We enrolled 15 participants. Mean age was 9.9 ± 3.4 years. Most participants underwent sedation for fracture reduction (87%). Mean initial ketamine dose was 1.4 ± 0.3 mg/kg. PI decreased at all time points after ketamine administration. Mean ΔPI at sedation onset was -0.23 (95% confidence interval [CI] = -0.30 to -0.15), at 5 minutes was -0.23 (95% CI = -0.28 to -0.18), at 10 minutes was -0.14 (95% CI = -0.21 to -0.08), at 15 minutes was -0.18 (95% CI = -0.25 to -0.12), and at 20 minutes was -0.19 (95% CI = -0.26 to -0.12). Using a clinically relevant threshold of ΔPI set at +1 (+8 cm HO), no elevation in ICP, based on the PI surrogate marker, was demonstrated with 95% confidence at all time points after ketamine administration.

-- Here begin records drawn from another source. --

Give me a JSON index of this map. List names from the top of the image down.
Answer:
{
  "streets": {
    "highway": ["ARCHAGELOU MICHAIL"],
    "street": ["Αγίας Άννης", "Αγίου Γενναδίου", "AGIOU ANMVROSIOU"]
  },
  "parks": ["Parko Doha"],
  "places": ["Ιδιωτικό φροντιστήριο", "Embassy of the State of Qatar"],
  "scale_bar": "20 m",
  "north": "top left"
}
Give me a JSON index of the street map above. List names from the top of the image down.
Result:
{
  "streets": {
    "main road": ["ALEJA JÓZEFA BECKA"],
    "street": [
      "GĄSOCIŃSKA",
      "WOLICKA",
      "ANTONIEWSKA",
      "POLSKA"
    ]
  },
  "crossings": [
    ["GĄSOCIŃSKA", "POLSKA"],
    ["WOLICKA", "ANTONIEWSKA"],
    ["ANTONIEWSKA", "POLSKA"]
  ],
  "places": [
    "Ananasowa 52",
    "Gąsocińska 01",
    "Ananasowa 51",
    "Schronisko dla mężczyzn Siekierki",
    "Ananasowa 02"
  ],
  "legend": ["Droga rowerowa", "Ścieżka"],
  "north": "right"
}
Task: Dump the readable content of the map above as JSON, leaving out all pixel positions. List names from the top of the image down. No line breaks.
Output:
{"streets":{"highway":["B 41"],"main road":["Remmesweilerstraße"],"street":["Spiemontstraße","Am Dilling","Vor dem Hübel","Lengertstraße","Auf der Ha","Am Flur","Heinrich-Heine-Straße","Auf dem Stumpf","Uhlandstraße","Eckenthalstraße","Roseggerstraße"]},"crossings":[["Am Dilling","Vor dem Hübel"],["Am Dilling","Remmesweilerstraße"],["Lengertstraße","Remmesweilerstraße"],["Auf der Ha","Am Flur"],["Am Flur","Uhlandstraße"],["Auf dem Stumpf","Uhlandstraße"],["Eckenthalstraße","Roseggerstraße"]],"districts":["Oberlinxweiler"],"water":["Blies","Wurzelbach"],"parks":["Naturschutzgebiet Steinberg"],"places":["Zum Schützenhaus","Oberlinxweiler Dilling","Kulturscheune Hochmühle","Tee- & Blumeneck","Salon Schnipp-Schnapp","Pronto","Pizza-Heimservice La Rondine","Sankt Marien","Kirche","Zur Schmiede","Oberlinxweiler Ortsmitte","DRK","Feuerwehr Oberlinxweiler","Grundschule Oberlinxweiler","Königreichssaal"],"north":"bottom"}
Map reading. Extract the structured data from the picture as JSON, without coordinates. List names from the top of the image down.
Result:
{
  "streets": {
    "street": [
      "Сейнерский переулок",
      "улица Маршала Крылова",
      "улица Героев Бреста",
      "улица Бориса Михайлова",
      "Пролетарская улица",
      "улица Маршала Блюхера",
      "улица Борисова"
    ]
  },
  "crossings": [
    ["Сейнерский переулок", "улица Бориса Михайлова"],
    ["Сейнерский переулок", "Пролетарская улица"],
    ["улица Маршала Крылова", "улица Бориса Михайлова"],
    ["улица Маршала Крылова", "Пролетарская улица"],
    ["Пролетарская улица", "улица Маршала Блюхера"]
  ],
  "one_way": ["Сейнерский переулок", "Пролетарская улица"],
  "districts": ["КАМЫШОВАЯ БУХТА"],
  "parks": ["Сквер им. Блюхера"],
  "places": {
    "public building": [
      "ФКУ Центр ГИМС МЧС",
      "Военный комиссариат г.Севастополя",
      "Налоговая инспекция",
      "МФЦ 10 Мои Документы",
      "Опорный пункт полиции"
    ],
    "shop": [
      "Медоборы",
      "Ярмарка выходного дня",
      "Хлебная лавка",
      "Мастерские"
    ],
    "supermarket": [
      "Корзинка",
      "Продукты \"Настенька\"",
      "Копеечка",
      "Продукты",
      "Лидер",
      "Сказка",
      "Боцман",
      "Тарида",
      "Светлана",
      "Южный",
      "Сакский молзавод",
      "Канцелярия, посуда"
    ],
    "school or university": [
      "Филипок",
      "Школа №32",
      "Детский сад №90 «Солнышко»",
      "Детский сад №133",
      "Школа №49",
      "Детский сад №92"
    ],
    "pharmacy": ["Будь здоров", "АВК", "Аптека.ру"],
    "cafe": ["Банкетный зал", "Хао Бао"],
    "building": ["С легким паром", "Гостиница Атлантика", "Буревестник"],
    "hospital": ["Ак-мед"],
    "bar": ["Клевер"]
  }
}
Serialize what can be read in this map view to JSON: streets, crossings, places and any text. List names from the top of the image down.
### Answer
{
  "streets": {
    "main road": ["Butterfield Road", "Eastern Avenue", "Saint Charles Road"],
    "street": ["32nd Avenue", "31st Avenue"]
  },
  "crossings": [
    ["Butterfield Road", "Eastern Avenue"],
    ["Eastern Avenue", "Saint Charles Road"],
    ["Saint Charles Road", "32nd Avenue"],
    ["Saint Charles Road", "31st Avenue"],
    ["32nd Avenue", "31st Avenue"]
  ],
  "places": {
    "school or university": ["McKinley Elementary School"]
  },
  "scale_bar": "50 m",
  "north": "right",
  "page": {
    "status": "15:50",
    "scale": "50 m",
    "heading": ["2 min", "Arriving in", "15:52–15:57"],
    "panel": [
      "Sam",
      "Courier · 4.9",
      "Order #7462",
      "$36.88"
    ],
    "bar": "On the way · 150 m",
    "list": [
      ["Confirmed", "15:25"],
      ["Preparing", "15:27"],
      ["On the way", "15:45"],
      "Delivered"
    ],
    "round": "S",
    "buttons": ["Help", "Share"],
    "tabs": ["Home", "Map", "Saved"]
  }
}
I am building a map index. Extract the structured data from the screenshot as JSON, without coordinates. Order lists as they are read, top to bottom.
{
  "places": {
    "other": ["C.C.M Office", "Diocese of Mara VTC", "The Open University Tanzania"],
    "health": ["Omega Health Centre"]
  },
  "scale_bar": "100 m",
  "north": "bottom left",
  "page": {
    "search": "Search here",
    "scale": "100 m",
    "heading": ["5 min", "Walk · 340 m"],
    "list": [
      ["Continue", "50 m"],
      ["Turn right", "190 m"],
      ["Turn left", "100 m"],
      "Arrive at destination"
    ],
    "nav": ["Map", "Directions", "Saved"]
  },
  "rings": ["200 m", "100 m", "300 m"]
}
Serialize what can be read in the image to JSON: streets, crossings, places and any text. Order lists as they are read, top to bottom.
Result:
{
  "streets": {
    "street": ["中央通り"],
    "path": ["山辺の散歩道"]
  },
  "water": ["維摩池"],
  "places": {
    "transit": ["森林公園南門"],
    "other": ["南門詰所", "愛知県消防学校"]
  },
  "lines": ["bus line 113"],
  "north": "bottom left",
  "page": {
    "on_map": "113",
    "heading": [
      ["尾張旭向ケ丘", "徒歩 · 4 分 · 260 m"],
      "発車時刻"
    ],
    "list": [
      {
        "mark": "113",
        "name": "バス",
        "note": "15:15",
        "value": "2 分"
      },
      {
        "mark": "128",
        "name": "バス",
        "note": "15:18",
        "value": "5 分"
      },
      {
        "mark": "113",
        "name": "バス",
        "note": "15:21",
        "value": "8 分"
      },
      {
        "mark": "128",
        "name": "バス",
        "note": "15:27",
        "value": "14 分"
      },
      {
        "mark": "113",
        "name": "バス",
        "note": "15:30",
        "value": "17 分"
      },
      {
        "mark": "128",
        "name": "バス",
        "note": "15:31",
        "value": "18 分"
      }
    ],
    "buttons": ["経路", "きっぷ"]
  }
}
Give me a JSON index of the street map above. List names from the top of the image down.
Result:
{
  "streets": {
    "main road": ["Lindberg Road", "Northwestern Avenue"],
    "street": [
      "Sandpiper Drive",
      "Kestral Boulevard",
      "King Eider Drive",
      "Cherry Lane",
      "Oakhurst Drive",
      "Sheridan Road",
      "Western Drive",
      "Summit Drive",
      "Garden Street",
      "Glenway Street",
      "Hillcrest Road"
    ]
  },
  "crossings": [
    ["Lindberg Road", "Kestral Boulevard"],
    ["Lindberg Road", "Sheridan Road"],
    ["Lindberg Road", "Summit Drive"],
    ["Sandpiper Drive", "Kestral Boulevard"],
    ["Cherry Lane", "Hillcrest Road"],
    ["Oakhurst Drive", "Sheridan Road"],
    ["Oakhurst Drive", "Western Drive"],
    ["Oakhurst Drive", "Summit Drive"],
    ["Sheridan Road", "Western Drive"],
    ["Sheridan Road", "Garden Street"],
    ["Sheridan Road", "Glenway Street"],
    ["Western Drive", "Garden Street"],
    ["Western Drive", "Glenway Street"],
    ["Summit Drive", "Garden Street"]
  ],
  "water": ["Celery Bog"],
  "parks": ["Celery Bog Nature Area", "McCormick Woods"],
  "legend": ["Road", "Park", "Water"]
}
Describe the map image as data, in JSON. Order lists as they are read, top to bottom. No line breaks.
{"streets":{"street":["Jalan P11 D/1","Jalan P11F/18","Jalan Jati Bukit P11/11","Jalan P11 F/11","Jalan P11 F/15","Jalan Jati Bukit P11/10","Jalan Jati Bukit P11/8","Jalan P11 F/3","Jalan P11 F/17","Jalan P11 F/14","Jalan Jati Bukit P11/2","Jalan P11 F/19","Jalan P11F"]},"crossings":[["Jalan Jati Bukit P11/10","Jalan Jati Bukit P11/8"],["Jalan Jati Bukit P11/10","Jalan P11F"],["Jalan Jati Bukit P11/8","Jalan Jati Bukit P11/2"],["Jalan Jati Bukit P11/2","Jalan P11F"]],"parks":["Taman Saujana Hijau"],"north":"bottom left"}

Ketamine did not significantly increase PI, which was used as a surrogate marker for ICP in this sample of previously healthy children. This pilot study demonstrates a model for evaluating ICP changes noninvasively in the emergency department.
氯胺酮是否影响儿童颅内压(ICP)一直存在争议。经颅多普勒超声(TCD)是一种用于无创评估ICP变化的有效技术。戈斯林搏动指数(PI)与ICP变化直接相关。本研究的目的是量化PI变化,作为接受静脉注射氯胺酮进行程序性镇静的既往健康儿童ICP变化的替代指标。
我们对5至18岁接受静脉氯胺酮单一疗法镇静的患者进行了一项前瞻性观察研究。在基线、氯胺酮给药后立即以及每5分钟直至手术结束时,通过替代PI评估ICP变化。主要结局指标是氯胺酮给药后与基线相比的PI变化(表示为ΔPI)。
我们纳入了15名参与者。平均年龄为9.9±3.4岁。大多数参与者因骨折复位接受镇静(87%)。氯胺酮的平均初始剂量为1.4±0.3mg/kg。氯胺酮给药后所有时间点的PI均下降。镇静开始时的平均ΔPI为-0.23(95%置信区间[CI]=-0.30至-0.15),5分钟时为-0.23(95%CI=-0.28至-0.18),10分钟时为-0.14(95%CI=-0.21至-0.08),15分钟时为-0.18(95%CI=-0.25至-0.12),20分钟时为-0.19(95%CI=-0.26至-0.12)。使用设定为+1(+8cm HO)的具有临床相关性的ΔPI阈值,基于PI替代指标,在氯胺酮给药后的所有时间点,均有95%的置信度表明ICP未升高。
在这个既往健康儿童样本中,氯胺酮并未显著增加用作ICP替代指标的PI。这项初步研究展示了一种在急诊科无创评估ICP变化的模型。